The plaintiffs allege the federal government is attempting something not entirely unlike a full-scale revamp through the use of executive orders like the ones being directly challenged in the lawsuit.
The filing spends considerable time chiding Trump for the number of orders he has issued this year – and concomitant efforts of federal agencies to effectuate those orders through policy directives.
From the Thursday filing, at length:
In his first 100 days since assuming the Office of the Presidency for a second-term, President Donald J. Trump endorsed an unprecedented number of Executive Orders—143, to be exact. Many of these Executive Orders are nothing more than short-cut attempts to advance the Trump Administration’s agenda by circumventing the law via executive fiat. The ultra vires, unconstitutional actions by the Trump Administration addressed in this Complaint threaten Plaintiff City of Seattle with vague directives designed to eliminate lawful policies and programs in the workplace.
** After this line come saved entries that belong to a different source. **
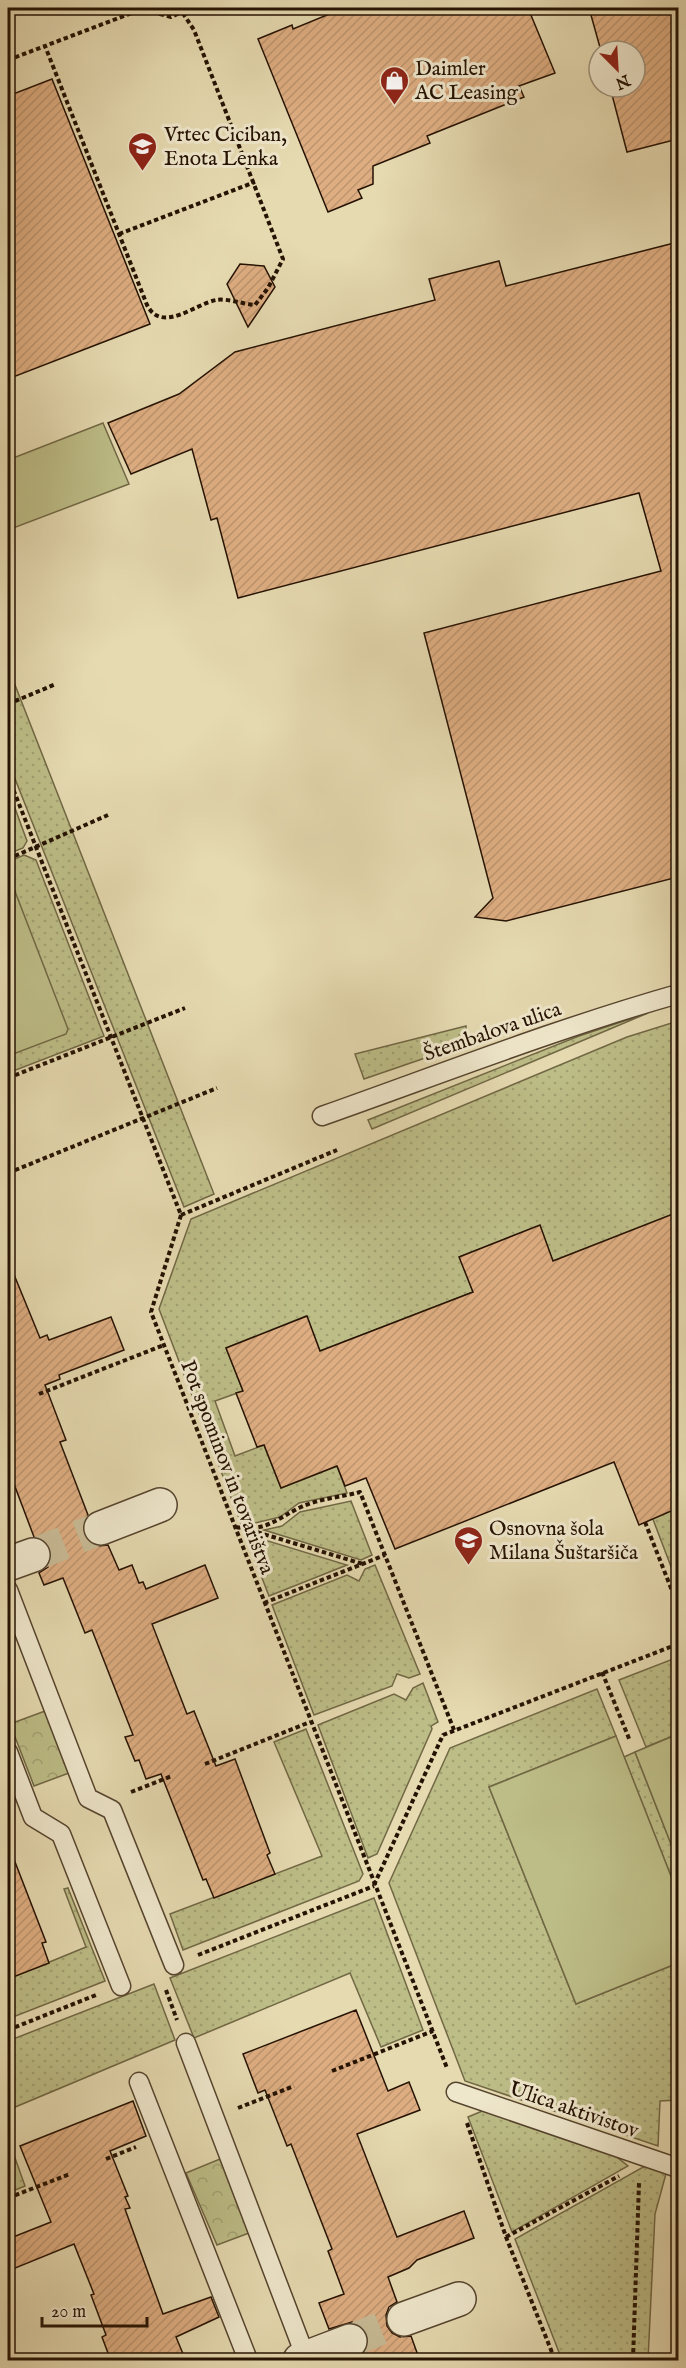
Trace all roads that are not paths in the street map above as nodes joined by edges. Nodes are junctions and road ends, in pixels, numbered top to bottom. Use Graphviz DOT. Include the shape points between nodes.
graph roads {
  1 [pos="678,994"];
  2 [pos="322,1116"];
  3 [pos="160,1505"];
  4 [pos="101,1528"];
  5 [pos="8,1590"];
  6 [pos="8,1752"];
  7 [pos="174,1965"];
  8 [pos="121,1986"];
  9 [pos="186,2043"];
  10 [pos="139,2082"];
  11 [pos="456,2092"];
  12 [pos="678,2168"];
  13 [pos="459,2299"];
  14 [pos="404,2319"];
  15 [pos="350,2341"];
  16 [pos="307,2359"];
  17 [pos="248,2361"];
  1 -- 2 [label="lane, Štembalova ulica" via="525,1043"];
  3 -- 4 [label="street"];
  5 -- 7 [label="lane" via="88,1798 112,1810"];
  6 -- 8 [label="lane" via="33,1817 61,1834"];
  9 -- 16 [label="lane"];
  10 -- 17 [label="lane"];
  11 -- 12 [label="lane, Ulica aktivistov" via="640,2160"];
  13 -- 14 [label="street"];
  15 -- 16 [label="street"];
}
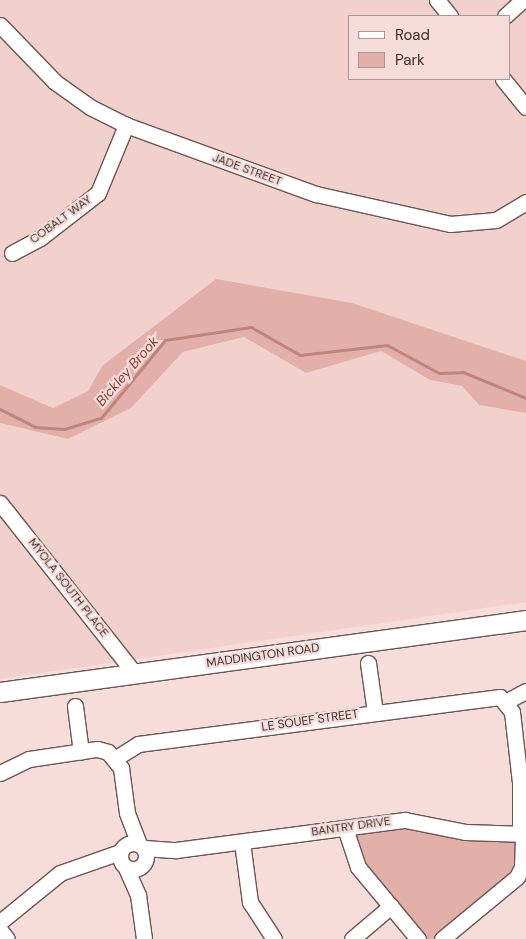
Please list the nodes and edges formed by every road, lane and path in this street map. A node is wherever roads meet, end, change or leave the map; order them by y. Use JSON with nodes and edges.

Plaintiff risks losing committed federal grants and contracts if it does not abide by newly and improperly imposed (and impossibly vague) funding conditions, and faces unjustified False Claims Act investigations and lawsuits, as well as significant financial hardship and uncertainty, based on forced adherence to the Trump Administration’s unlawful interpretation of federal anti-discrimination laws in connection with projects that bear no relationship to its decrees.
“We should not have to forgo our own local policies in order to obtain that money that has already been provided to us,” Seattle City Attorney Ann Davison said in a statement to The Seattle Times.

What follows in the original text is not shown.